Would you write out the entries that follow word for word, omitting any images?

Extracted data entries
——————

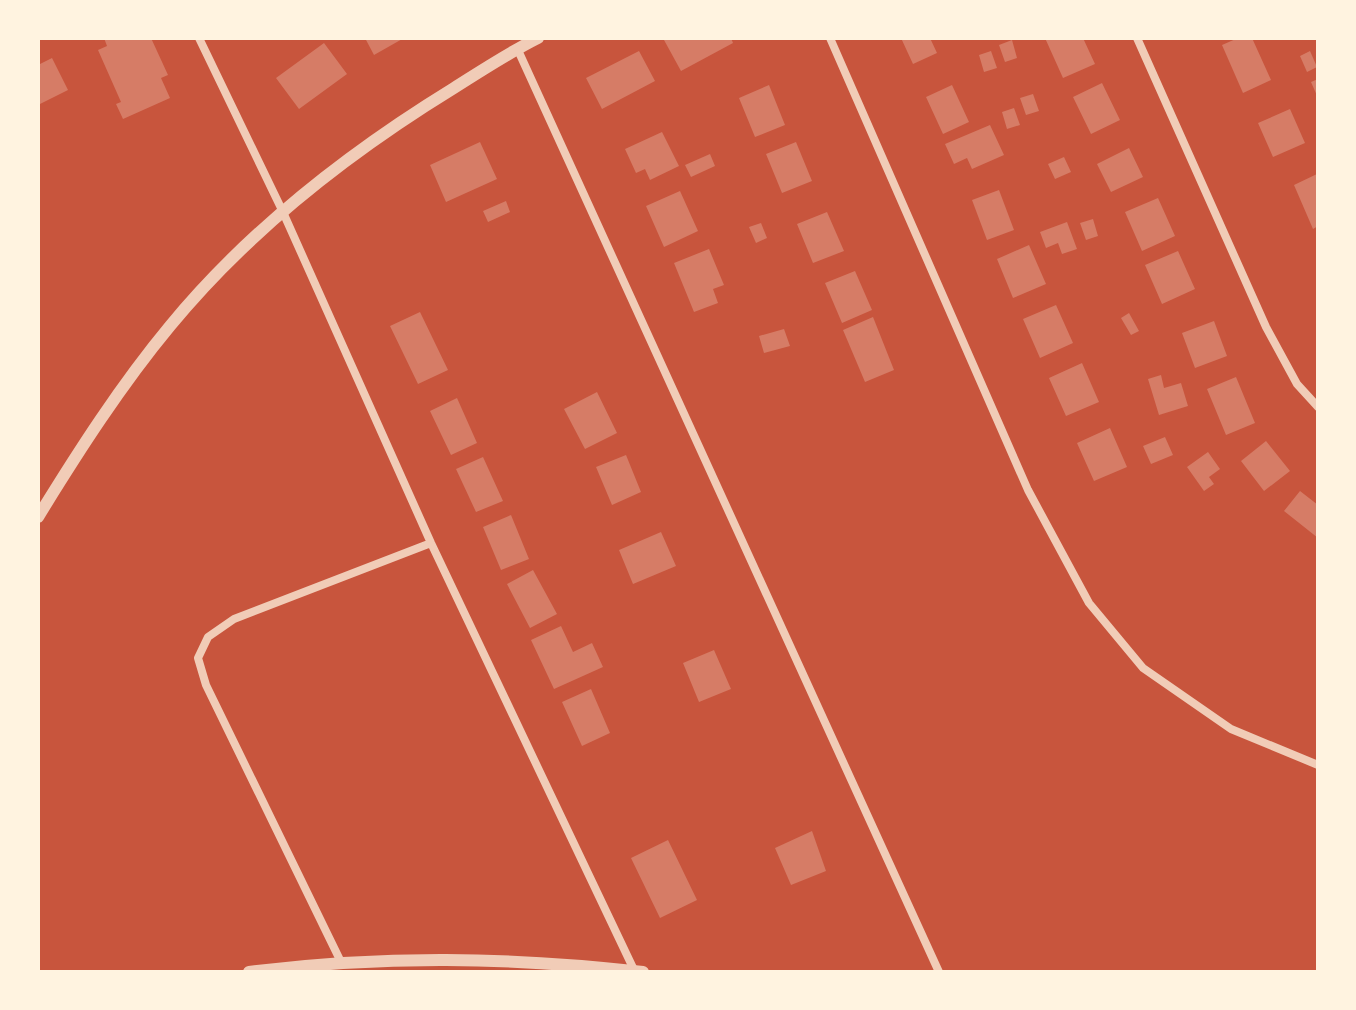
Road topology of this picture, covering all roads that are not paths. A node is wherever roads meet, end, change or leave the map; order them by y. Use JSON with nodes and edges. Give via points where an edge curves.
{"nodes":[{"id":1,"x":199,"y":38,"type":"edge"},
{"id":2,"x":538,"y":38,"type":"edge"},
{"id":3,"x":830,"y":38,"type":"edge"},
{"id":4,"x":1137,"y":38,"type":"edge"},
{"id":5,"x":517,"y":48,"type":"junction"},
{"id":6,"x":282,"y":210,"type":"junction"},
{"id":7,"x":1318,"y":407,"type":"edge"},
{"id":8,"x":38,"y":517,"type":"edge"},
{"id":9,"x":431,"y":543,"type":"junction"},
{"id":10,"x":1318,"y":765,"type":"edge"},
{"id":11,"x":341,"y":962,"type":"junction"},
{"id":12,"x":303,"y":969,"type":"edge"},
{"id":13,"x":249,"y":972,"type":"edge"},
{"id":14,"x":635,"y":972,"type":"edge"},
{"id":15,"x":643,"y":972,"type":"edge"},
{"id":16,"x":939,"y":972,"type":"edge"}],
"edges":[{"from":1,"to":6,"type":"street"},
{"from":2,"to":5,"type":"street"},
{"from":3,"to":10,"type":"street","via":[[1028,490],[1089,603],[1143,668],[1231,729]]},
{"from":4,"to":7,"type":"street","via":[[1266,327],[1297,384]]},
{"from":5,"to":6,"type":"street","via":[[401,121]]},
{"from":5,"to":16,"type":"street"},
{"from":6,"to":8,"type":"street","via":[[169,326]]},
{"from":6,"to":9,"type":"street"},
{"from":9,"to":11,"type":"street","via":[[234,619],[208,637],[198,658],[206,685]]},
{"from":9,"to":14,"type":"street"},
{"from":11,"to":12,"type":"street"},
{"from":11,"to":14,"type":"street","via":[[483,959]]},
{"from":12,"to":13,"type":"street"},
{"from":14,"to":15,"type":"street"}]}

——————

• Expected output:
Road topology of this picture, covering all roads that are not paths. A node is wherever roads meet, end, change or leave the map; order them by y. Use JSON with nodes and edges. Give via points where an edge curves.
{"nodes":[{"id":1,"x":199,"y":38,"type":"edge"},
{"id":2,"x":538,"y":38,"type":"edge"},
{"id":3,"x":830,"y":38,"type":"edge"},
{"id":4,"x":1137,"y":38,"type":"edge"},
{"id":5,"x":517,"y":48,"type":"junction"},
{"id":6,"x":282,"y":210,"type":"junction"},
{"id":7,"x":1318,"y":407,"type":"edge"},
{"id":8,"x":38,"y":517,"type":"edge"},
{"id":9,"x":431,"y":543,"type":"junction"},
{"id":10,"x":1318,"y":765,"type":"edge"},
{"id":11,"x":341,"y":962,"type":"junction"},
{"id":12,"x":303,"y":969,"type":"edge"},
{"id":13,"x":249,"y":972,"type":"edge"},
{"id":14,"x":635,"y":972,"type":"edge"},
{"id":15,"x":643,"y":972,"type":"edge"},
{"id":16,"x":939,"y":972,"type":"edge"}],
"edges":[{"from":1,"to":6,"type":"street"},
{"from":2,"to":5,"type":"street"},
{"from":3,"to":10,"type":"street","via":[[1028,490],[1089,603],[1143,668],[1231,729]]},
{"from":4,"to":7,"type":"street","via":[[1266,327],[1297,384]]},
{"from":5,"to":6,"type":"street","via":[[401,121]]},
{"from":5,"to":16,"type":"street"},
{"from":6,"to":8,"type":"street","via":[[169,326]]},
{"from":6,"to":9,"type":"street"},
{"from":9,"to":11,"type":"street","via":[[234,619],[208,637],[198,658],[206,685]]},
{"from":9,"to":14,"type":"street"},
{"from":11,"to":12,"type":"street"},
{"from":11,"to":14,"type":"street","via":[[483,959]]},
{"from":12,"to":13,"type":"street"},
{"from":14,"to":15,"type":"street"}]}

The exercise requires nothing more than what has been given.